===== THE DATA =====

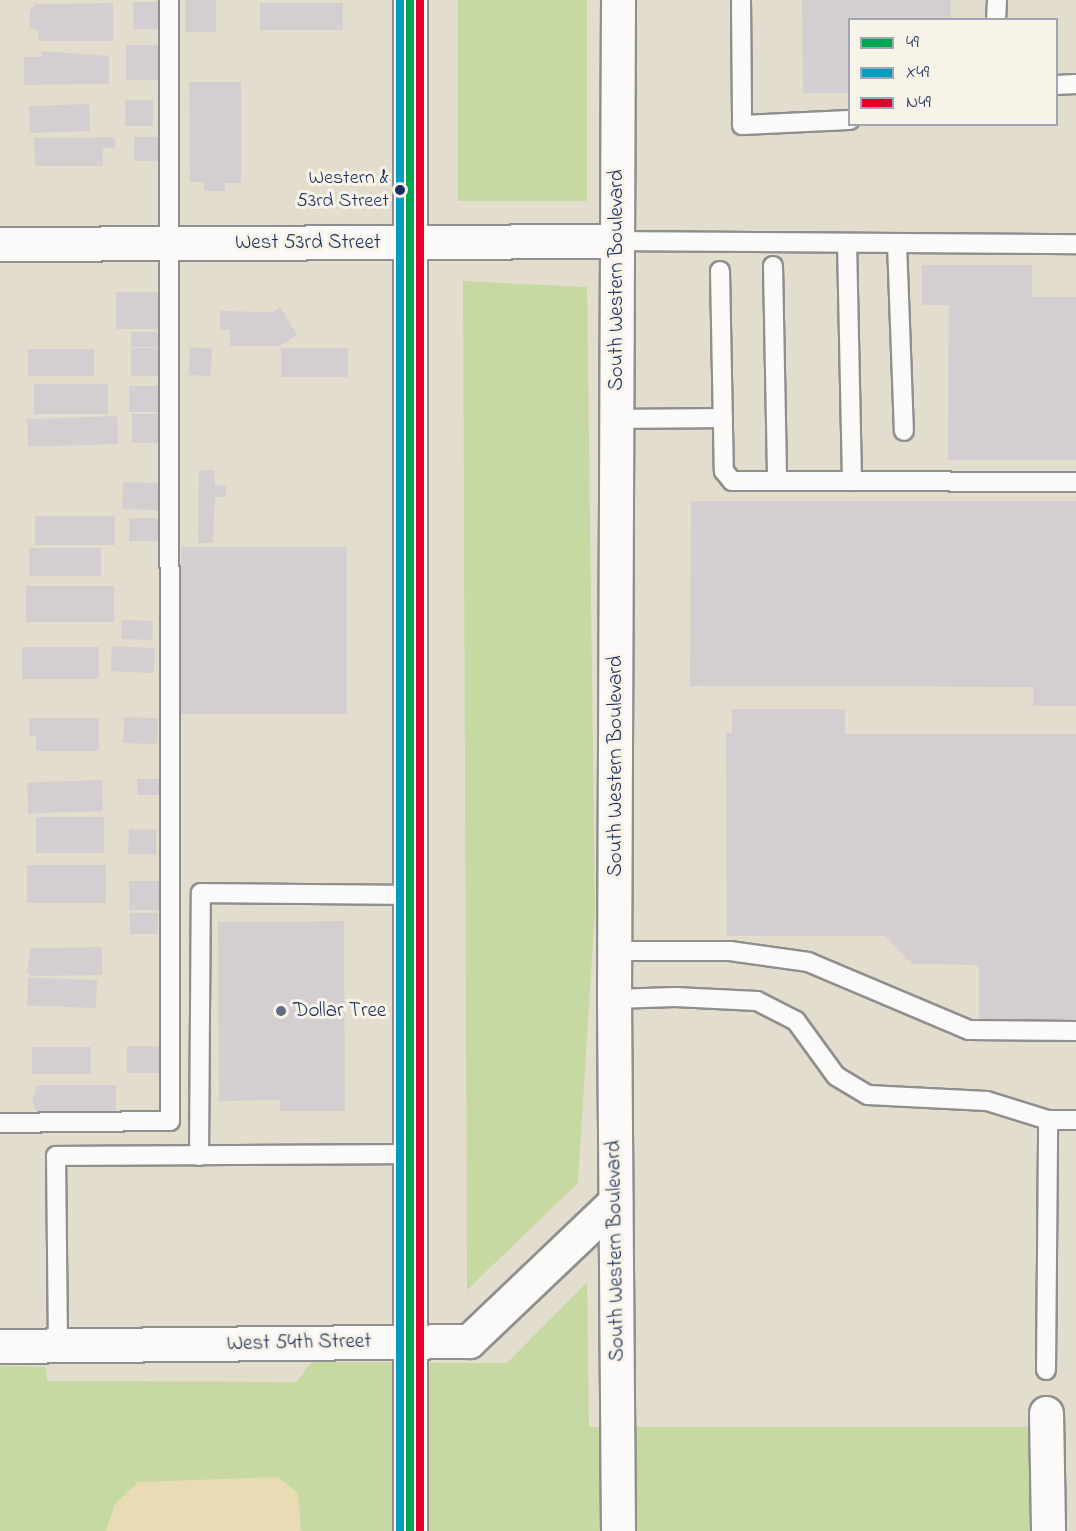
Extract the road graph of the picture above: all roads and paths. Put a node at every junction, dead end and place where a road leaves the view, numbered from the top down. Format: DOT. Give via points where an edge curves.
graph roads {
  1 [pos="169,0"];
  2 [pos="410,0"];
  3 [pos="618,0"];
  4 [pos="741,0"];
  5 [pos="997,0"];
  6 [pos="996,18"];
  7 [pos="1076,84"];
  8 [pos="1058,85"];
  9 [pos="848,120"];
  10 [pos="616,241"];
  11 [pos="410,242"];
  12 [pos="169,243"];
  13 [pos="847,243"];
  14 [pos="897,243"];
  15 [pos="0,244"];
  16 [pos="1076,244"];
  17 [pos="773,266"];
  18 [pos="720,271"];
  19 [pos="723,418"];
  20 [pos="616,419"];
  21 [pos="904,431"];
  22 [pos="777,481"];
  23 [pos="852,481"];
  24 [pos="1076,482"];
  25 [pos="411,895"];
  26 [pos="615,951"];
  27 [pos="614,999"];
  28 [pos="1076,1031"];
  29 [pos="1048,1120"];
  30 [pos="1076,1120"];
  31 [pos="0,1123"];
  32 [pos="412,1154"];
  33 [pos="199,1156"];
  34 [pos="615,1202"];
  35 [pos="410,1342"];
  36 [pos="0,1346"];
  37 [pos="58,1346"];
  38 [pos="1046,1370"];
  39 [pos="1046,1413"];
  40 [pos="410,1531"];
  41 [pos="618,1531"];
  42 [pos="1048,1531"];
  1 -- 12 [label="lane"];
  2 -- 11 [label="street"];
  3 -- 10 [label="street, South Western Boulevard"];
  4 -- 9 [label="lane" via="742,125"];
  5 -- 6 [label="lane"];
  7 -- 8 [label="lane"];
  10 -- 11 [label="street, West 53rd Street"];
  10 -- 13 [label="lane"];
  10 -- 20 [label="street, South Western Boulevard"];
  11 -- 12 [label="street, West 53rd Street"];
  11 -- 25 [label="street"];
  12 -- 15 [label="street, West 53rd Street"];
  12 -- 31 [label="lane" via="170,1121"];
  13 -- 14 [label="lane"];
  13 -- 23 [label="lane"];
  14 -- 16 [label="lane"];
  14 -- 21 [label="lane"];
  17 -- 22 [label="lane"];
  18 -- 19 [label="lane"];
  19 -- 20 [label="lane"];
  19 -- 22 [label="lane" via="724,471 732,482"];
  20 -- 26 [label="street, South Western Boulevard"];
  22 -- 23 [label="lane"];
  23 -- 24 [label="lane"];
  25 -- 32 [label="street"];
  25 -- 33 [label="lane" via="201,893"];
  26 -- 27 [label="street, South Western Boulevard"];
  26 -- 28 [label="lane" via="730,951 808,962 962,1028"];
  27 -- 29 [label="lane" via="757,1001 796,1021 836,1077 868,1095 987,1101"];
  27 -- 34 [label="street, South Western Boulevard"];
  29 -- 30 [label="lane"];
  29 -- 38 [label="lane"];
  32 -- 33 [label="lane"];
  32 -- 35 [label="street"];
  33 -- 37 [label="lane" via="56,1156"];
  34 -- 35 [label="street, West 54th Street" via="469,1341"];
  34 -- 41 [label="street, South Western Boulevard"];
  35 -- 37 [label="street, West 54th Street"];
  35 -- 40 [label="street"];
  36 -- 37 [label="street, West 54th Street"];
  39 -- 42 [label="street"];
}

=====

TASK PROMPT >>
Whenever a line in the entries holds the word "Boulevard", copy that line.

WRITTEN ANSWER >>
  3 -- 10 [label="street, South Western Boulevard"];
  10 -- 20 [label="street, South Western Boulevard"];
  20 -- 26 [label="street, South Western Boulevard"];
  26 -- 27 [label="street, South Western Boulevard"];
  27 -- 34 [label="street, South Western Boulevard"];
  34 -- 41 [label="street, South Western Boulevard"];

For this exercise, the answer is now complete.